For the attack to work properly, what was needed was an army of “zombie” computers, compromised, and under the control of miscreants, which were able to send traffic onto the Internet with a source address other than it’s own, and the Open Resolvers.
Packets get sent from the compromised “zombie army” to the open resolvers, but not with the real source IP addresses, instead using the source address of the victim(s).
The responses therefore don’t return to the zombies, but all to the victim addresses.
It’s like sending letters with someone else’s address as a reply address. You don’t care that you don’t get the reply, you want the reply to go to the victim.
Filtering according to BCP 38 would stop the “spoofing” – the ability to use a source IP address other than one belonging to the network the computer is actually attached to. BCP 38 indicates the application of IP address filters or a check that an appropriate “reverse path” exists, which only admits traffic from expected source IP addresses.
BCP stands for “Best Current Practice” – so if it’s “Best” and “Current” why are enough ISPs not doing it to allow for an attack as big as this one?
The belief seems to be that applying BCP 38 is “hard” (or potentially too expensive based on actual benefit) for ISPs to do. It certainly might be hard to apply BCP 38 filters in some places, especially as you get closer to the “centre” of the Internet – the lists would be very big, and possibly a challenge to maintain, even with the necessary automation.
However, if that’s where people are looking to apply BCP 38 – at the point where ISPs interconnect, or where ISPs attach multi-homed customers – then they are almost certainly looking in the wrong place. If you filter there, if you’ve any attack traffic from customers in your network, you’ve already carried it across your network. If you’ve got Open Resolvers in your network, you’ve already delivered the attack traffic to the intermediate point in the attack.
The place where BCP 38 type filtering is best implemented is close to the downstream customer edge – in the “stub” networks – such as access networks, hosting networks, etc. This is because the network operator should know exactly which source IP addresses it should be expecting at that level in the network – it doesn’t need to be as granular as per-DSL customer or per-hosting customer, but at least don’t allow traffic to pass from “off net” source addresses.

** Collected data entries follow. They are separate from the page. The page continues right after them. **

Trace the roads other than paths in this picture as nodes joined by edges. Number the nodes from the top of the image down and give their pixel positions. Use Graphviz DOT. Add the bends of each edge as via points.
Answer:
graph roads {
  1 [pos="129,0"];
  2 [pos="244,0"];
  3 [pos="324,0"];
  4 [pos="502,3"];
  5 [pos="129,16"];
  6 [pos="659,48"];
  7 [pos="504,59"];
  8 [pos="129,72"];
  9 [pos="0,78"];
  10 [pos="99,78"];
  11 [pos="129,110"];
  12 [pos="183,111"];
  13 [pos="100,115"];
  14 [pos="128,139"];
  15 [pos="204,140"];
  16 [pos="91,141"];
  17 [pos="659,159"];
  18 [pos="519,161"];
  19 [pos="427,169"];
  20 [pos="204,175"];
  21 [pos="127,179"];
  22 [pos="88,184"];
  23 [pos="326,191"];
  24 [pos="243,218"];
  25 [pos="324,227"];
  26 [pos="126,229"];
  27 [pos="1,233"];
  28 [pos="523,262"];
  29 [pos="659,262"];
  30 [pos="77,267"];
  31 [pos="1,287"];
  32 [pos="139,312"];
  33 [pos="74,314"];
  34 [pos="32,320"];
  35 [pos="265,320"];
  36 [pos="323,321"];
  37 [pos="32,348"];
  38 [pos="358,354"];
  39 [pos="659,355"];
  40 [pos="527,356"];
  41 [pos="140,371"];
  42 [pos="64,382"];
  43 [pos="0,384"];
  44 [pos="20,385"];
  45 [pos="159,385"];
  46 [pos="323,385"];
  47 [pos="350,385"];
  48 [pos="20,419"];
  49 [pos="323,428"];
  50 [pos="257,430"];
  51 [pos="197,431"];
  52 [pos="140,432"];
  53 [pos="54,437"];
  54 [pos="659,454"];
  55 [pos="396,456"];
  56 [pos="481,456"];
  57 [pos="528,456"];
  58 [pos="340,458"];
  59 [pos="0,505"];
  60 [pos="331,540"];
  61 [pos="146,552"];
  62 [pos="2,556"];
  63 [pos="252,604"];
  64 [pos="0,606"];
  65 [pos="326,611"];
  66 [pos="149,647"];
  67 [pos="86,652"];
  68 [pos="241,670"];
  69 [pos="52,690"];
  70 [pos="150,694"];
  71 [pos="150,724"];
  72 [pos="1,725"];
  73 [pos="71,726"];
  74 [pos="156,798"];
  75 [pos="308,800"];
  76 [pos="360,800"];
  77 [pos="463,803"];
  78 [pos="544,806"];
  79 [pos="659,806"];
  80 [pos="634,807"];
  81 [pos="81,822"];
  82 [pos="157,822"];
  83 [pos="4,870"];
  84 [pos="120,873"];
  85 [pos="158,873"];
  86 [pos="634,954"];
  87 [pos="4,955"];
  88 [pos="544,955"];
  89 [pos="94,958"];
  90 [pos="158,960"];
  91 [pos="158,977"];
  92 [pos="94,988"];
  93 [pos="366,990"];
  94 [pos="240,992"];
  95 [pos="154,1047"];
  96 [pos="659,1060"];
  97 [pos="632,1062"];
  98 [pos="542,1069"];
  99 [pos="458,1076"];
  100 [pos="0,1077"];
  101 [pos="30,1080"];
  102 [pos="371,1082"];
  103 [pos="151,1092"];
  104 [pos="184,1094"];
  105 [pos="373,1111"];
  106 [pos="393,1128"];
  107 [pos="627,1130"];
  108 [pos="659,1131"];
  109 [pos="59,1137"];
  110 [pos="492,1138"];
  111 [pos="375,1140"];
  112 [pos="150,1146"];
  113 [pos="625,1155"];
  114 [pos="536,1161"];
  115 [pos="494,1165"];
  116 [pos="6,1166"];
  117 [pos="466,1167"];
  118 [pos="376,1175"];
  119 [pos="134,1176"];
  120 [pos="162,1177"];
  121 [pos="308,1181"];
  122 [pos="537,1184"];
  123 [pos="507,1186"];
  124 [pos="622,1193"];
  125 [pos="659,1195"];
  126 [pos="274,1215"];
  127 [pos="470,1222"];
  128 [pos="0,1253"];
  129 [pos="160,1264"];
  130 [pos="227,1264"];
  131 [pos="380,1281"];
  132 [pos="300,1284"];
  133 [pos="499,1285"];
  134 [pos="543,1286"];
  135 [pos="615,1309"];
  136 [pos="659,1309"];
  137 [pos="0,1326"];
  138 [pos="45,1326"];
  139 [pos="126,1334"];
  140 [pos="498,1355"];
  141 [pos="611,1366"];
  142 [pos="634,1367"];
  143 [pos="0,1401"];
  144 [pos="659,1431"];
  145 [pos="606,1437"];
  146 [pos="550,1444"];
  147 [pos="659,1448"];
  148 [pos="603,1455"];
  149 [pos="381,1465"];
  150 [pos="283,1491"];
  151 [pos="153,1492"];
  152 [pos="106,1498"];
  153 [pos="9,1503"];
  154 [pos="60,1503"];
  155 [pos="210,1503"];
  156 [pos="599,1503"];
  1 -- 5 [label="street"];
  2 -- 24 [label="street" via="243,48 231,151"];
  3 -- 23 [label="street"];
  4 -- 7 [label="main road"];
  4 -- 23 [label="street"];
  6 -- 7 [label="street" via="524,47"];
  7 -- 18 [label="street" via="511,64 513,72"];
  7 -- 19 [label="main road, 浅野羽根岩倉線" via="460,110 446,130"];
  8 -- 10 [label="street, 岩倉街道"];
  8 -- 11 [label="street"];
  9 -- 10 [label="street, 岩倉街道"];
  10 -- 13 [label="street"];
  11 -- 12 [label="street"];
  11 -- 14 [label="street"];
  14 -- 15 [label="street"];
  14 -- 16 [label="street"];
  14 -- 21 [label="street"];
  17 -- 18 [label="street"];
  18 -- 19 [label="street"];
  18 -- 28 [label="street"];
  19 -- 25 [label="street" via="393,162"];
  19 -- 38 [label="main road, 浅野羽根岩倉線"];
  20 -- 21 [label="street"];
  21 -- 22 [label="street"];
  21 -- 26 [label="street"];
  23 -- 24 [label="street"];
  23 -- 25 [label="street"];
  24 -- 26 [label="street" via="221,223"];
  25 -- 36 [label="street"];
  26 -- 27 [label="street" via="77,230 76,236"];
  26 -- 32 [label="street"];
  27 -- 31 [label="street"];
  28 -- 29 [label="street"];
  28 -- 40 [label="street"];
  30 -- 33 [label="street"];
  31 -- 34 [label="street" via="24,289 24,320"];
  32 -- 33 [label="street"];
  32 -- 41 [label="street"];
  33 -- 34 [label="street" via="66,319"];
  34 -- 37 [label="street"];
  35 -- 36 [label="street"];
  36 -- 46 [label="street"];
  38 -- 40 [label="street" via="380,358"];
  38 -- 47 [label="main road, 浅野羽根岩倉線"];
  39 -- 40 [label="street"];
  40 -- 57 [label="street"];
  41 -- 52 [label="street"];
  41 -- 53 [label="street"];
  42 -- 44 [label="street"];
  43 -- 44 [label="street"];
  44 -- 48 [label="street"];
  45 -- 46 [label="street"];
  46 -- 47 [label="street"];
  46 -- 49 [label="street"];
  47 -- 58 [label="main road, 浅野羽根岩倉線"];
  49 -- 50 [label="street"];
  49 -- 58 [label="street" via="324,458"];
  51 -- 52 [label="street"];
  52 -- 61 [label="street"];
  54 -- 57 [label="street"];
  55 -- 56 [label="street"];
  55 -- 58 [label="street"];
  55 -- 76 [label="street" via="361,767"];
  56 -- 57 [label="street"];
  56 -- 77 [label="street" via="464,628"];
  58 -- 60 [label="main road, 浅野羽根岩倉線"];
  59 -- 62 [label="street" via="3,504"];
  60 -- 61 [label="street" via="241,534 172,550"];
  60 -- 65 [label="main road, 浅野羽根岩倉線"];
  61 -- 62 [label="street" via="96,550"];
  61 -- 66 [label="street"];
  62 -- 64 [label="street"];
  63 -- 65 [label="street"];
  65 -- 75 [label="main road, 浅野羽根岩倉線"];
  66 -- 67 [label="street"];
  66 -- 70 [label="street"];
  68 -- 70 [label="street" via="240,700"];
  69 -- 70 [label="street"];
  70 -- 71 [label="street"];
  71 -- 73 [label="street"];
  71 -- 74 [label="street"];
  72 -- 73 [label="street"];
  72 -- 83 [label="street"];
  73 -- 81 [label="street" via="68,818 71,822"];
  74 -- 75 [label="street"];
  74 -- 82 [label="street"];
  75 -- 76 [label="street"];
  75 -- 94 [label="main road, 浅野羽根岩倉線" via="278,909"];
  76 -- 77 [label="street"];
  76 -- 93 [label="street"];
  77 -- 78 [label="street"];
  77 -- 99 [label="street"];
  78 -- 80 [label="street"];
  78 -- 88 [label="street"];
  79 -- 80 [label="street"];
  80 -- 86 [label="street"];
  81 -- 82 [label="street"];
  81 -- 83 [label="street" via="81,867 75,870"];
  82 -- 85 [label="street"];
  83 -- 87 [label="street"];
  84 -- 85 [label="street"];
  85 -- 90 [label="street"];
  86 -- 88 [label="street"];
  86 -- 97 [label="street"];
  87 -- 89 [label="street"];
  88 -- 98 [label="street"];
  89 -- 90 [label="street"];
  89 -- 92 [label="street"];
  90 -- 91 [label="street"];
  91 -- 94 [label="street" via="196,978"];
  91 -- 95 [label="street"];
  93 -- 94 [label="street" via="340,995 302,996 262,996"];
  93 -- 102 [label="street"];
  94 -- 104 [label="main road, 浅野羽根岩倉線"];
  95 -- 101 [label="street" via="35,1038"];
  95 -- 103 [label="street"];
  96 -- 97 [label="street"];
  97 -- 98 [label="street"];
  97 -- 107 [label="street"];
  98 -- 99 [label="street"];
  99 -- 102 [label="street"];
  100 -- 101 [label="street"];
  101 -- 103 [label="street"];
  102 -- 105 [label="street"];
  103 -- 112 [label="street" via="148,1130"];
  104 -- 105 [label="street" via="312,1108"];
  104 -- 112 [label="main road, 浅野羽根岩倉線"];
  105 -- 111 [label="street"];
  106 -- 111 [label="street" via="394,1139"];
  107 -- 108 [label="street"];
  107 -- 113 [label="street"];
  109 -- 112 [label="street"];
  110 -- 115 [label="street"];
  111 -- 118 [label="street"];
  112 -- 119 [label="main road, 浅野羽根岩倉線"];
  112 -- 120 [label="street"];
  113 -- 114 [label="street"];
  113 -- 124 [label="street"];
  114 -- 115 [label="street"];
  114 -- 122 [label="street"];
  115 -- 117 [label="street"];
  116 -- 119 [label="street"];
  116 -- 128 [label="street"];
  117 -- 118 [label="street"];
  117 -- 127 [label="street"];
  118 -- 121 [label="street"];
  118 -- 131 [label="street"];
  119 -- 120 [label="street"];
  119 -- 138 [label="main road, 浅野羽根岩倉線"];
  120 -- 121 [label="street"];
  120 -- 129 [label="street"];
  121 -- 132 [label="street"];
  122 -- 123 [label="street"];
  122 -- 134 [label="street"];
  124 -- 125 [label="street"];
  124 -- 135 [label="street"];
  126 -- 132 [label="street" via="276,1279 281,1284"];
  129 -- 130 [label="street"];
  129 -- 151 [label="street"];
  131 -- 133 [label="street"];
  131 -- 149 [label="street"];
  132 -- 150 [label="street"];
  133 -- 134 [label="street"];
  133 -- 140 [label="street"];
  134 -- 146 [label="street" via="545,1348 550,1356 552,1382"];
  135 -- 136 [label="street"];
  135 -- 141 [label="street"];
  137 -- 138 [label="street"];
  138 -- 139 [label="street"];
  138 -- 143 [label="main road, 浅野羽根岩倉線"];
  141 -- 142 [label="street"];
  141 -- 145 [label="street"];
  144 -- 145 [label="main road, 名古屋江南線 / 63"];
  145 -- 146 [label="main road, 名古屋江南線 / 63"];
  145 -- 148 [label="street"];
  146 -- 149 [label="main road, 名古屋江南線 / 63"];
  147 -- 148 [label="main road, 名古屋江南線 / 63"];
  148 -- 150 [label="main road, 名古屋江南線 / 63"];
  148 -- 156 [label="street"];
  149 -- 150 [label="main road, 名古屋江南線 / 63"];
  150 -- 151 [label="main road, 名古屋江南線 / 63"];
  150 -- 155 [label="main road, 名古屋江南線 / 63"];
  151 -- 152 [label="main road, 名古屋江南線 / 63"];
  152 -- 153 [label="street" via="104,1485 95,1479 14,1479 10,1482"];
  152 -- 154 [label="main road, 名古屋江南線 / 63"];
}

I actually implement BCP 38 myself on my home DSL router. It’s configured so it will only forward packets to the Internet from the addresses which are downstream of the router. I suspect my own ISP does the “right thing”, and I know that I’ve got servers elsewhere in the world where the hosting company does apply BCP 38, but it can’t be universal. We know that from the “success” of the recent attack.
Right now, the situation is that many networks don’t seem to implement BCP 38. But if enough networks started to implement BCP 38 filtering, the ones who didn’t would be in the minority, and this would allow peer pressure to be brought to bear on them to “do the right thing”.
Sure, it may be a case of the good guys closing one door, only for the bad guys to open another, but any step which increases the difficulty for the bad guys can’t be a bad thing, right?